Can you give a #mwe demonstrating the failure?

Ashvni Narayanan (Feb 16 2021 at 13:23):

Apologies for the late reply. I found an alternate solution to my problem. However, I find it very strange that if I make a lemma of the above statement, then I can solve it using algebra.id.smul_eq_mul, but it does not seem to work in the theorem I am trying to prove :

import number_theory.bernoulli

noncomputable theory
open_locale big_operators

open finset

def bernoulli_neg (n : ℕ) : ℚ := (-1)^n * (bernoulli n)

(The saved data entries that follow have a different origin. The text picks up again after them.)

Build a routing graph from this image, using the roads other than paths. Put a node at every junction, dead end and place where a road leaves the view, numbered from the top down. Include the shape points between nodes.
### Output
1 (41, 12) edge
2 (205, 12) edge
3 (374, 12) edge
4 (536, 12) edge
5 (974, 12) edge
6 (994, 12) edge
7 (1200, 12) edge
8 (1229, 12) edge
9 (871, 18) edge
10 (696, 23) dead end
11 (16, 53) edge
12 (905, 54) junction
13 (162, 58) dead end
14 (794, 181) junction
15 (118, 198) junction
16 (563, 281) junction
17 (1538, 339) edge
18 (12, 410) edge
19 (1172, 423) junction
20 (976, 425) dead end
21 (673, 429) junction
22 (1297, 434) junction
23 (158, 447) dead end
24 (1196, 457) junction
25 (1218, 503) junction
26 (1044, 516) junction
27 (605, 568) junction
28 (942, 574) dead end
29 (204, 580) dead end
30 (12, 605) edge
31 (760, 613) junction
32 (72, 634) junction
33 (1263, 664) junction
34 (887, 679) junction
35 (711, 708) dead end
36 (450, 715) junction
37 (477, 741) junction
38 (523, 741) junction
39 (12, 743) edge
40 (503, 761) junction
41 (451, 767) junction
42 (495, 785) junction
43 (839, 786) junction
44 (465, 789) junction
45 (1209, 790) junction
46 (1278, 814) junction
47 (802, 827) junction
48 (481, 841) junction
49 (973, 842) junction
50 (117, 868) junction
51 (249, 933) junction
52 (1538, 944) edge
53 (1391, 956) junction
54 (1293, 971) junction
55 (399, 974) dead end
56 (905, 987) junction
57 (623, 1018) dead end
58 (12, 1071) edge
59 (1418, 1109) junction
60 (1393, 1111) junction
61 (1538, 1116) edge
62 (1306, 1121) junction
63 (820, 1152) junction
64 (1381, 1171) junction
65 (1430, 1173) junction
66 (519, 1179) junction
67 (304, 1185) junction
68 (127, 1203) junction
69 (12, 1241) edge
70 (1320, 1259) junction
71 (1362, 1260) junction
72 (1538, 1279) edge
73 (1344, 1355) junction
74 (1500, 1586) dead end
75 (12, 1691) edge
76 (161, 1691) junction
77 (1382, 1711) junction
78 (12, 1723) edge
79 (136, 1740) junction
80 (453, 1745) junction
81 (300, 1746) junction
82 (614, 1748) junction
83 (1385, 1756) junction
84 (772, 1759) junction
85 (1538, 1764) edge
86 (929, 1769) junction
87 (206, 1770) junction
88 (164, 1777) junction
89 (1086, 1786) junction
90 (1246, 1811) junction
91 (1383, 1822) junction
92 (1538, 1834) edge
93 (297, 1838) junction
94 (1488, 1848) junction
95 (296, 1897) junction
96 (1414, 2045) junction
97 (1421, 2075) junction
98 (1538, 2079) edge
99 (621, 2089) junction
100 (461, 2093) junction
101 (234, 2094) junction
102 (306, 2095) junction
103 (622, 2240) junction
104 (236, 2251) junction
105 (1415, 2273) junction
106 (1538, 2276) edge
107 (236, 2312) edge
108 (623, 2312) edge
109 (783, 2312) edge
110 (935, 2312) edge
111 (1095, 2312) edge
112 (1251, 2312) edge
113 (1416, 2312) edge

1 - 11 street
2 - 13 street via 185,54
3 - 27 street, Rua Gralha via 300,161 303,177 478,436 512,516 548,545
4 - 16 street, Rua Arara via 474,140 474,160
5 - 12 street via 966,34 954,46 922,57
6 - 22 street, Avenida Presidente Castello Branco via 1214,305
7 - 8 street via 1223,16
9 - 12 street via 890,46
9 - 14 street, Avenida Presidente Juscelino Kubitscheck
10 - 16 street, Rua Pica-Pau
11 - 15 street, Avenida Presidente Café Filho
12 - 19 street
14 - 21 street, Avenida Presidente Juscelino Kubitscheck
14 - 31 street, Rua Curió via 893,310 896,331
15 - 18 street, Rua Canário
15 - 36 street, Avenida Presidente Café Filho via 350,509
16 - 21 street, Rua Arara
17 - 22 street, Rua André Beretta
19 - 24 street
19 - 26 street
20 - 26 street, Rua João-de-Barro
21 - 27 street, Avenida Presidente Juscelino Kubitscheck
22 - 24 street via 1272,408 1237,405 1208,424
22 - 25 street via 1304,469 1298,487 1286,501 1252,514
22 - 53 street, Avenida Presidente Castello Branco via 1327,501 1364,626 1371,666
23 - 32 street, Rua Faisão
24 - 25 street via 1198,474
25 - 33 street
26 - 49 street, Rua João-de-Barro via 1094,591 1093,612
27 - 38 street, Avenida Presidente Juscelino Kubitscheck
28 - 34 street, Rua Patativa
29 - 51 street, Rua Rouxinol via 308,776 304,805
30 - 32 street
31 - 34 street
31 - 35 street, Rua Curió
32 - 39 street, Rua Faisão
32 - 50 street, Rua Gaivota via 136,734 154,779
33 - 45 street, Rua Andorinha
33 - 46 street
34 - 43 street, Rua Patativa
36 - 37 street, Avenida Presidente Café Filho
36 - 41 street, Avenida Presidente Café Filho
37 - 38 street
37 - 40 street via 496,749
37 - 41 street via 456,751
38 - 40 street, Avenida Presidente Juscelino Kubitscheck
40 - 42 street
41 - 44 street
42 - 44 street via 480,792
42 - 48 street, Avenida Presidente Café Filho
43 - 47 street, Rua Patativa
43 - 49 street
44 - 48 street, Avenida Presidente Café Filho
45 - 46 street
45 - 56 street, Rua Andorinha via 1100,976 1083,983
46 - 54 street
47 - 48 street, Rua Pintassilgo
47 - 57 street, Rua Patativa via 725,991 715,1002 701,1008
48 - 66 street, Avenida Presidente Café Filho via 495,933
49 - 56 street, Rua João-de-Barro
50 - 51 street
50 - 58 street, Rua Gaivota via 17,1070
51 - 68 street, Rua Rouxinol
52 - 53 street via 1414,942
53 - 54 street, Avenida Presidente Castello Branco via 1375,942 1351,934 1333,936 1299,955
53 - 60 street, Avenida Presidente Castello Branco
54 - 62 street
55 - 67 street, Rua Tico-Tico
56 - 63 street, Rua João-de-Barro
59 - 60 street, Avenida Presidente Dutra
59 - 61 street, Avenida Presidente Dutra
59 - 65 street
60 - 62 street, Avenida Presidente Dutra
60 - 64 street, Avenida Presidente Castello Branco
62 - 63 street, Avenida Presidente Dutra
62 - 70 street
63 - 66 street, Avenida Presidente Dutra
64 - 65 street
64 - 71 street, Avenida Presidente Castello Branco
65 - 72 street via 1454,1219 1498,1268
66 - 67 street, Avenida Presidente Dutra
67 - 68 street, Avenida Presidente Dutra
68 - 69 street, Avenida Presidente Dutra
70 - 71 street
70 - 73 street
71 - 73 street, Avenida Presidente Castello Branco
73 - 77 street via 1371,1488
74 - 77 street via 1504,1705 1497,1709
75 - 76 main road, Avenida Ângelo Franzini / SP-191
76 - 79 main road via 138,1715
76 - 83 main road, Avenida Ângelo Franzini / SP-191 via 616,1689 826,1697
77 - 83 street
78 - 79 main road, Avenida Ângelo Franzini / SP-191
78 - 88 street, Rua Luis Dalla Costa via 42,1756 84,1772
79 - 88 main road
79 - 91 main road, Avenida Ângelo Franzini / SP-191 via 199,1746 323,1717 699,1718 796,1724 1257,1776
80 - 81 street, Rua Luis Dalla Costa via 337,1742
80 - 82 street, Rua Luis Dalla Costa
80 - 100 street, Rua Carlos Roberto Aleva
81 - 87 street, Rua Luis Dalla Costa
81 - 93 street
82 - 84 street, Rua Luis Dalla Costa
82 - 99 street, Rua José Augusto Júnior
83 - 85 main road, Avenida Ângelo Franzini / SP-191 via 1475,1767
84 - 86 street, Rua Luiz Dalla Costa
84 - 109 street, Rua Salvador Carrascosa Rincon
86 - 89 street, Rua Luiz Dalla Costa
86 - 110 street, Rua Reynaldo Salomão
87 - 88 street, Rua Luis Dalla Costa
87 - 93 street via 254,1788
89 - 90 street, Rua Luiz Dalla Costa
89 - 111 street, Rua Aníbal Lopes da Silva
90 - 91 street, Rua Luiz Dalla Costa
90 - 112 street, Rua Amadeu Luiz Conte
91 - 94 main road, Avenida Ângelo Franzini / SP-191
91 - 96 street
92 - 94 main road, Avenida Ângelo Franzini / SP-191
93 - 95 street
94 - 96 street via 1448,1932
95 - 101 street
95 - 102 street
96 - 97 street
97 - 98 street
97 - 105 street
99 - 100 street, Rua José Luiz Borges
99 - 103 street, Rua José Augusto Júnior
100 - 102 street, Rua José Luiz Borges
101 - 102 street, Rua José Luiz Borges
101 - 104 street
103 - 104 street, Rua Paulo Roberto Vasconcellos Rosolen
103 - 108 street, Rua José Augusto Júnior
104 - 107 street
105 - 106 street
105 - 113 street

variables {A : Type*} [comm_semiring A] [algebra ℚ A]

def bernoulli_poly (n : ℕ) : A → A := λ X, ∑ i in finset.range (n+1),
  ((bernoulli_neg i)*(nat.choose n i)) • (X^(n-i))

@[simp] lemma bernoulli_poly_zero' (n : ℕ) : bernoulli_poly n 0 = bernoulli_neg n :=
begin
  rw bernoulli_poly, dsimp only,
  suffices : ∑ (x : ℕ) in range n, (bernoulli_neg x * (n.choose x)) * 0 ^ (n - x) = 0,
  { rw sum_range_succ, simp, rw ←algebra.algebra_map_eq_smul_one, simp only [add_right_eq_self,
    ring_hom.id_apply, rat.algebra_map_rat_rat], apply sum_eq_zero, rintros x Hx,
    rw zero_pow',
    { sorry,},
    { intros h, apply nat.lt_le_antisymm (mem_range.1 Hx) (nat.sub_eq_zero_iff_le.1 h), },
  },
sorry,
end

Originally, I wanted to use smul_eq_mul after the simp on the line after suffices. However, I seem to be having the same issue with using smul_zero on the first sorry line.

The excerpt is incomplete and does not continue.